How do you use Muffin Pots?
I just bought a 6 pack of glazed ceramic muffin pots. They are about the size that would produce jumbo muffins. They are ceramic and glazed on the exterior and interior. There was no other info in the pack (I thought their would be). They are shorter than normal terra cotta flower pots.
I attached a photo. In it you can see the stack of muffin pots. Next to the one in the front are a standard muffin liner and a mini muffin liner for size comparison.
I am wondering if anyone knows what you adjust baking time to when cooking in ceramic? Also, should you alter temperatures in recipes or grease the ceramic in any way? I have never worked with glazed ceramic cookware and was looking for advice.
I was hoping to use these to make flavored muffins and mini cakes for a mother's day tea party i am throwing for my mother this year.
The term is new to me but since they are decorated, it's clear that what is baked in them can/should also be served in them. They look to be the same volume (about 6 oz) as a typical ramekin. Individual molten chocolate cakes, fruit crisps, custards, and puddings come to mind.
As for baking muffins/mini-cakes, you may need to add a little time in order for the pots to heat up. The best sign to look for is the cake pulling away from the interior of the pot.

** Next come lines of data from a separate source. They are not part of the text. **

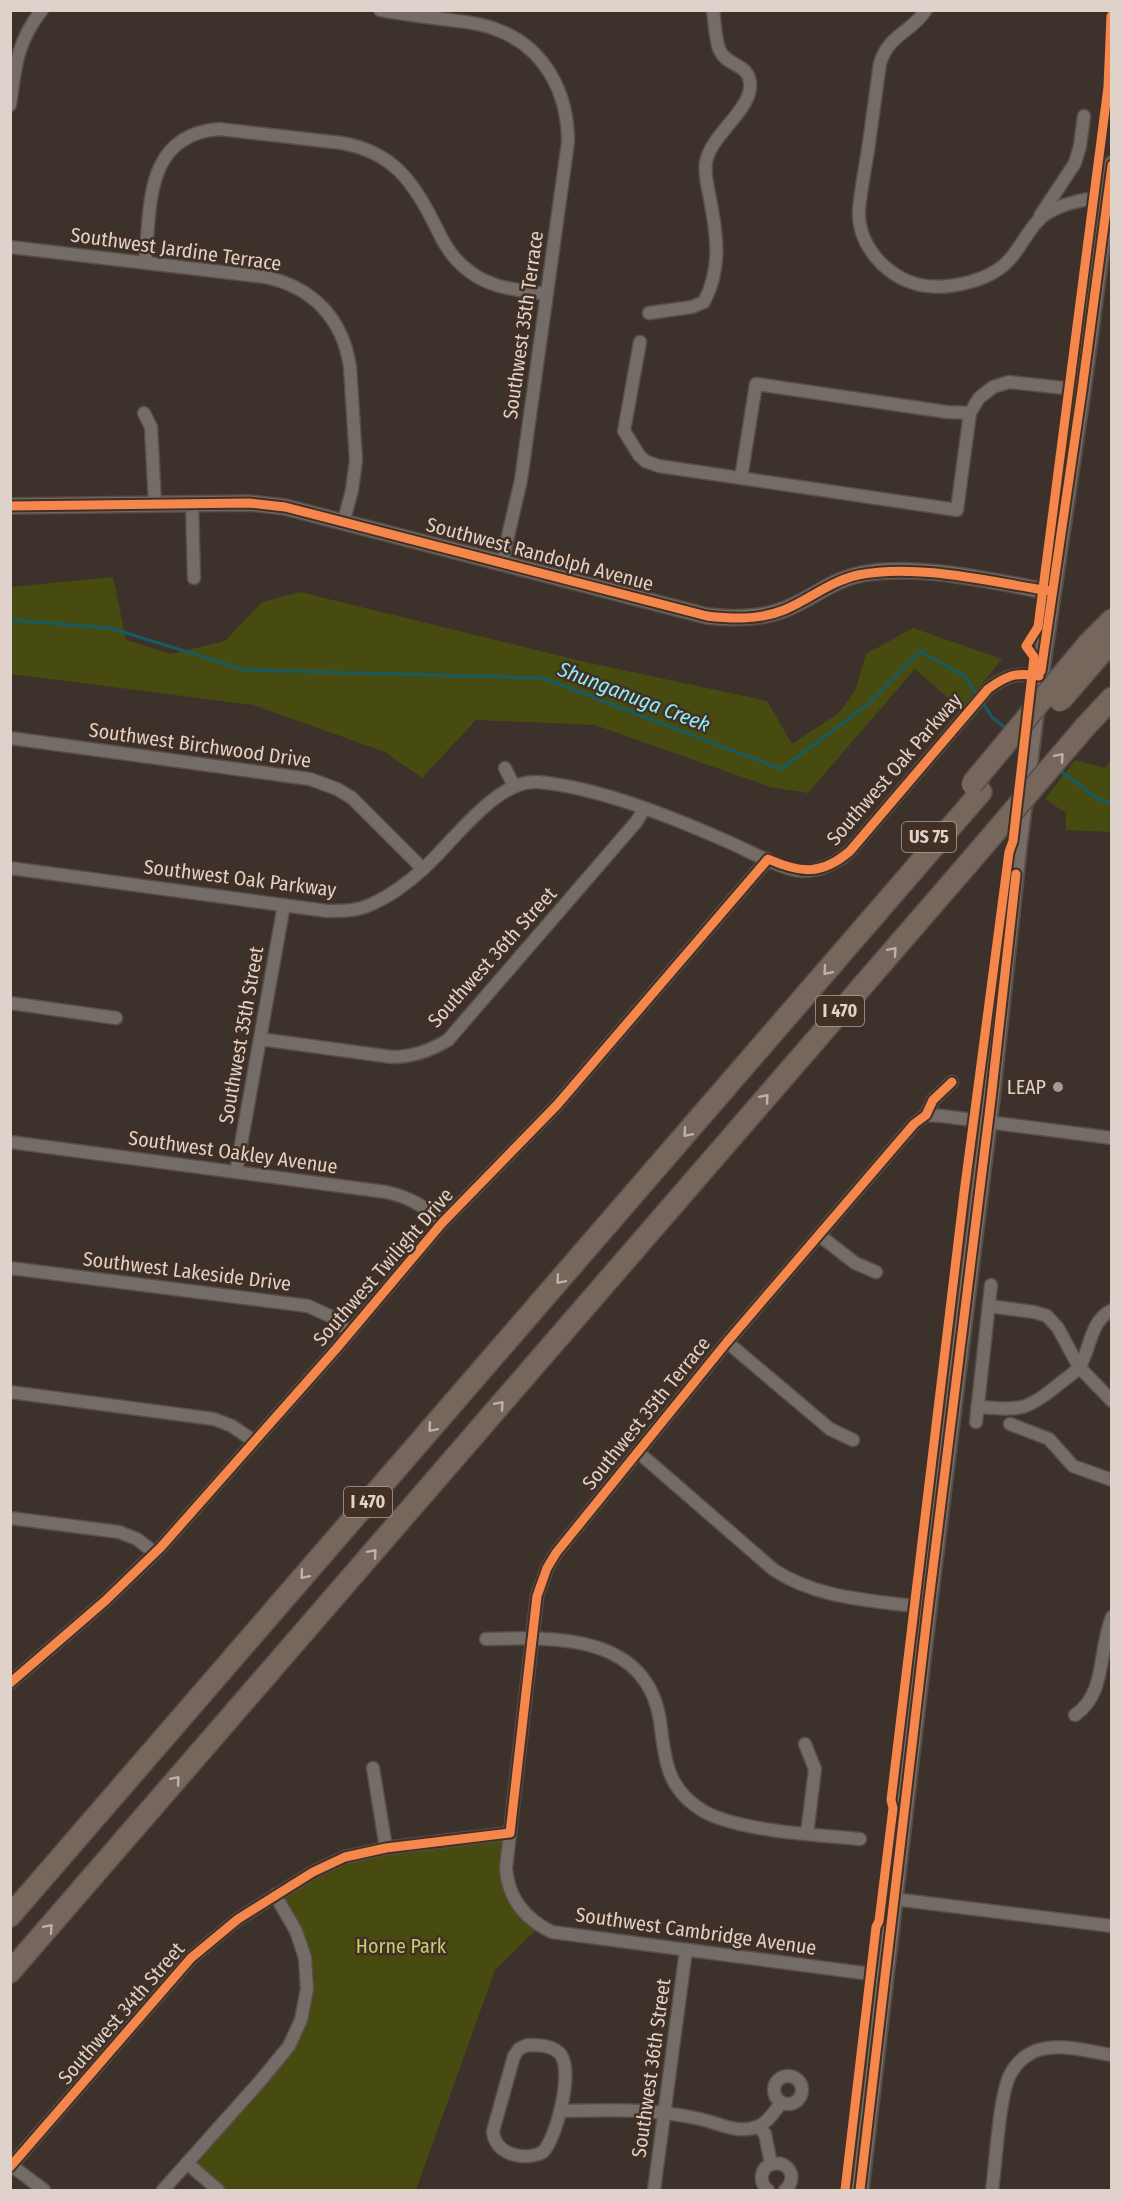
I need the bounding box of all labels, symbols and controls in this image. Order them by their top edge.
street label: Southwest Jardine Terrace [69,222,283,276]
street label: Southwest 35th Terrace [498,229,548,421]
street label: Southwest Randolph Avenue [424,512,656,596]
water label: Shunganuga Creek [553,656,714,738]
street label: Southwest Oak Parkway [821,688,967,850]
street label: Southwest Birchwood Drive [87,718,313,772]
one-way arrow [1053,753,1064,764]
road number: US 75 [902,822,956,852]
street label: Southwest Oak Parkway [142,854,338,902]
street label: Southwest 36th Street [423,882,562,1032]
street label: Southwest 35th Street [214,944,269,1126]
one-way arrow [885,946,896,957]
one-way arrow [823,964,834,975]
road number: I 470 [816,996,864,1026]
place label: LEAP [1007,1075,1046,1099]
marker: LEAP [1051,1080,1065,1094]
one-way arrow [758,1094,769,1105]
street label: Southwest Oakley Avenue [127,1125,339,1179]
one-way arrow [683,1126,694,1136]
street label: Southwest Twilight Drive [308,1183,458,1351]
street label: Southwest Lakeside Drive [82,1246,292,1296]
one-way arrow [556,1273,567,1284]
street label: Southwest 35th Terrace [577,1332,715,1494]
one-way arrow [493,1401,504,1412]
one-way arrow [428,1421,439,1432]
road number: I 470 [344,1487,392,1517]
one-way arrow [365,1549,376,1560]
one-way arrow [300,1568,311,1579]
one-way arrow [169,1776,180,1787]
street label: Southwest Cambridge Avenue [574,1902,818,1960]
one-way arrow [42,1924,53,1934]
park label: Horne Park [356,1934,447,1958]
street label: Southwest 34th Street [53,1937,189,2089]
street label: Southwest 36th Street [627,1976,676,2159]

I'm with grey, your pots look like cake pans I've seen mini-cakes baked and served in, decorated as flowers to resemble flower pots, for showers and parties. They can be used for anything you would use a ramekin for.
Glazed ceramic like yours can be placed into a heated oven from the freezer without fear of cracking and don't need any oven temperature adjustment. Think of cooking in a ceramic casserole dish or pie plate. Ceramic cook/bake ware retains heat, diffuses heat evenly and doesn't have the hotspot problem, like metal and glass. Ceramic glazed bakeware (Porcelain) is non-stick but I would hit your pots with a bit of Pam or whatever you use for lubrication, just to be sure, as your's are most likely glazed Terracotta (earthenware.)

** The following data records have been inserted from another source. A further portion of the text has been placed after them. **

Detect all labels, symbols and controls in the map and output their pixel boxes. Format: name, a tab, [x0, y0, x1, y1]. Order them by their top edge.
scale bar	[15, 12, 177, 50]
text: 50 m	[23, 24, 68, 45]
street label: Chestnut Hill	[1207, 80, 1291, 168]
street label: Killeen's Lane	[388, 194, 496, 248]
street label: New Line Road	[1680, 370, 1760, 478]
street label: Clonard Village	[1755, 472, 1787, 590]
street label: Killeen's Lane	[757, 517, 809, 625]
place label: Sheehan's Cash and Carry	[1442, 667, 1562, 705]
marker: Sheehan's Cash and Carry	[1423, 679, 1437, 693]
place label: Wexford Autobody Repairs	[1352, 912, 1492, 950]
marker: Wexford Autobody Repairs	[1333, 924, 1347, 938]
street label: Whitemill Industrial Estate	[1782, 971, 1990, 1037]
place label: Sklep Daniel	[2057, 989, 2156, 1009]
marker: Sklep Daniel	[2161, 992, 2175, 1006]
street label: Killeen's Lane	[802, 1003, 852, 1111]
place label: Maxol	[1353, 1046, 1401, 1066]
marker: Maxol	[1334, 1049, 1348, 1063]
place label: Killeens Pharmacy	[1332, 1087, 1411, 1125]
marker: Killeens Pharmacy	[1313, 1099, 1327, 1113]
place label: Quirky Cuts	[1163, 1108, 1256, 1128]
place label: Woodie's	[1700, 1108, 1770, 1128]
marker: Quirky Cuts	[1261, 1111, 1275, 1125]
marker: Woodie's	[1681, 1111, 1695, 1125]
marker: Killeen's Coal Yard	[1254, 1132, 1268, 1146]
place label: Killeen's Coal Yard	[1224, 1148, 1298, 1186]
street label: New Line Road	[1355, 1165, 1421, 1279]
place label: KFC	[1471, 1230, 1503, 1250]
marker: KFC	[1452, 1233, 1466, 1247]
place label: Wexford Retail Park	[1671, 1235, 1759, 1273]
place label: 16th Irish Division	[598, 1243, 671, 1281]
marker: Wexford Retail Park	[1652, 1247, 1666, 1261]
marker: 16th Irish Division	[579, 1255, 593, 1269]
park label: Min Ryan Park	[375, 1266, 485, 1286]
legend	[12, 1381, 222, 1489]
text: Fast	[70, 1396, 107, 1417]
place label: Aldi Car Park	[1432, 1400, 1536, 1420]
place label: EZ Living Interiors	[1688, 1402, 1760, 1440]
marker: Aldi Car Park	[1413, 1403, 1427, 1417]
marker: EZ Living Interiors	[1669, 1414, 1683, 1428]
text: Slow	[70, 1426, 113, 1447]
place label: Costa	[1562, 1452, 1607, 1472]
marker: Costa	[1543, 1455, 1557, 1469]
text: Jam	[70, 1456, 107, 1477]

As far as baking times, it would be very close to a normal baking time, but as with any baked product, i don't rely on the timer, rather, I check the baked goods towards the end of the baking period, before the timer goes off. Use a toothpick to check for doneness and as grey suggested, the cake will start to pull away from the interior of the pot when almost done.

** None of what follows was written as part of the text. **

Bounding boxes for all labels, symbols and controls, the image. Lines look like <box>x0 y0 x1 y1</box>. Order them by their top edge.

I wouldn't use them on top of the stove and don't put them in the diswasher, hand washing is recommended for earthernware.
Where did you get your muffin pots. I have a set I use all of the time, probably 4-5 time per week. I am looking for a set for my mother and can't find them anywhere. I always bake my muffins 375 degrees for 25 minutes regardless of the directions on the box. My booklet says that the temperature should not exceed 375. A box of muffin mix makes all 6 and a bag of muffin mix makes 3. I ALWAYS spray my cups. My son made muffins once and he didn't spray them. Was not fun to clean. Once they are done, I use a pearing knife around the edge to loosen and they come right out. After the empty pots cool, I put water in them and let them soak. Just don't put water in them while they're hot, they'll break. Hasn't happened to me but don't take a chance.
I saw these. They are not what I am looking for. These are terra cotta. I asked the seller if they are glazed on the inside and they are not. Mine are more like stoneware and glazed on the inside. Kind of like these http://www.kingarthurflour.com/shop/i...
Thanks for looking for me. I've been searching hours. Hoping to find some before Monther's Day.
Google search "Flower Pot Bread" and "Clay Pot Bread" for recipes. FRUIT breads like Italian panettone are fun to bake with clay, and yours would just be "mini" versions of them. That's all. And, if you're disappointed with the results, it's amazing what a little Nutella can do to those little fruitbread babies.